Les peintures de Russolo se situaient initialement entre le symbolisme et le divisionnisme, avant d’assimiler les dictats futuristes de la décomposition et de l’interpénétration des plans. En outre, Russolo étudie le mouvement des personnes et des machines, en affinité avec les recherches de Giacomo Balla et d’Umberto Boccioni, avec qui il établit une relation confidentielle. Dans la dernière phase de sa peinture, il est parvenu à des représentations de paysages avec des influences philosophiques et spirituelles claires, qu’il avait embrassées dans sa vie.

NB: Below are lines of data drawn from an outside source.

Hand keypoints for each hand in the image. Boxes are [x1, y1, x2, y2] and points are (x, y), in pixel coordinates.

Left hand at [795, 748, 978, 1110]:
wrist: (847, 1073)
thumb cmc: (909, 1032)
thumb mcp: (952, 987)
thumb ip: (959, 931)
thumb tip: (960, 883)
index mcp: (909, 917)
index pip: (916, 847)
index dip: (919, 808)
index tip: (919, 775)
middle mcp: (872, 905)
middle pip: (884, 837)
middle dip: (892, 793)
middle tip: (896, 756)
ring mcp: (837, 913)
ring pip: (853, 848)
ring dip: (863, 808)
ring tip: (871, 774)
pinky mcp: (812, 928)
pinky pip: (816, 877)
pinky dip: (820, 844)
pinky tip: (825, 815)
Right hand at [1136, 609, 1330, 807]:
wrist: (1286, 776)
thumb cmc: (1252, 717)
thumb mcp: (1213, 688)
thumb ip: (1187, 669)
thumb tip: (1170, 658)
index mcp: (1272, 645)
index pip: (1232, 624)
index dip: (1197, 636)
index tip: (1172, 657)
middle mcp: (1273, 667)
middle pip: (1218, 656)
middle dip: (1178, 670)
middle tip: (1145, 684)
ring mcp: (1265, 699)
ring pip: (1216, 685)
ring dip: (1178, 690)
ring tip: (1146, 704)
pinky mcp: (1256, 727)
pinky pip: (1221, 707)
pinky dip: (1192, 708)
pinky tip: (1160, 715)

Luigi Russolo est né à Portogruaro, près de Venise, le 30 avril 1885. Il est l’avant-dernier d’une fratrie de cinq enfants nés de l’union entre son père Domenico, horloger, organiste de la cathédrale de la ville et directeur de la Schola Cantorum de Latisana, et sa mère Elisabetta Michielon. Après avoir fréquenté le lycée, Russolo suit en 1901 ses deux frères aînés, Giovanni et Antonio, tous deux étudiants au Conservatoire Giuseppe Verdi, à Milan. Dès son plus jeune âge, Russolo s’intéresse à la musique, une passion très répandue dans sa famille, et une fois adulte, il s’intéresse également à la peinture. À Milan, il suit quelques cours à l’Académie de Brera et travaille comme apprenti lors de la restauration des décors des salles du Castello Sforzesco et de La Cène de Léonard de Vinci. Plusieurs événements importants pour la carrière artistique de Russolo ont lieu en 1909. Cette année-là, il réalise ses premières œuvres, participe à l’exposition annuelle Noir et Blanc de la Famiglia Artistica de Milan et, à cette occasion, fait la connaissance des peintres futuristes Umberto Boccioni et Carlo Carrà. Ils deviennent des amis proches et, avec eux et d’autres artistes, il a l’occasion de rencontrer en personne Filippo Tommaso Marinetti, le fondateur du futurisme, en février 1910. C’est ainsi qu’il entre officiellement dans le mouvement et qu’il commence à être présent à toutes les soirées et expositions futuristes, tant en Italie qu’à l’étranger. Cependant, après avoir peint plusieurs œuvres futuristes, Russolo abandonne l’art pour longtemps, préférant se consacrer entièrement à la musique.
En 1913, il rédige le Manifeste du bruit, dans lequel il théorise l’utilisation des bruits à des fins musicales sur la base de certaines expériences auxquelles il s’adonnait en plein climat futuriste. Le XXe siècle, en effet, grâce au développement de la société industrielle, se caractérise par l’utilisation de plus en plus répandue de machines qui ponctuent le quotidien de leurs bruits, sans parler de l’invention de l’automobile. Dans les premières lignes du Manifeste, Russolo explique précisément comment, jusqu’à cette époque, la vie humaine s’était déroulée “dans le silence ou presque” et comment la musique s’était adaptée aux nouveautés, en s’orientant vers la polyphonie et en recherchant des structures et des accords de plus en plus complexes et dissonants. En outre, Russolo invente de nouveaux instruments de musique qu’il construit à la main et auxquels il donne le nom d’Intonarumori: il s’agit de machines capables de reproduire des sons de différentes natures (coups, éclats, rires, bruissements, etc.) et de les modifier à volonté en tournant une manivelle.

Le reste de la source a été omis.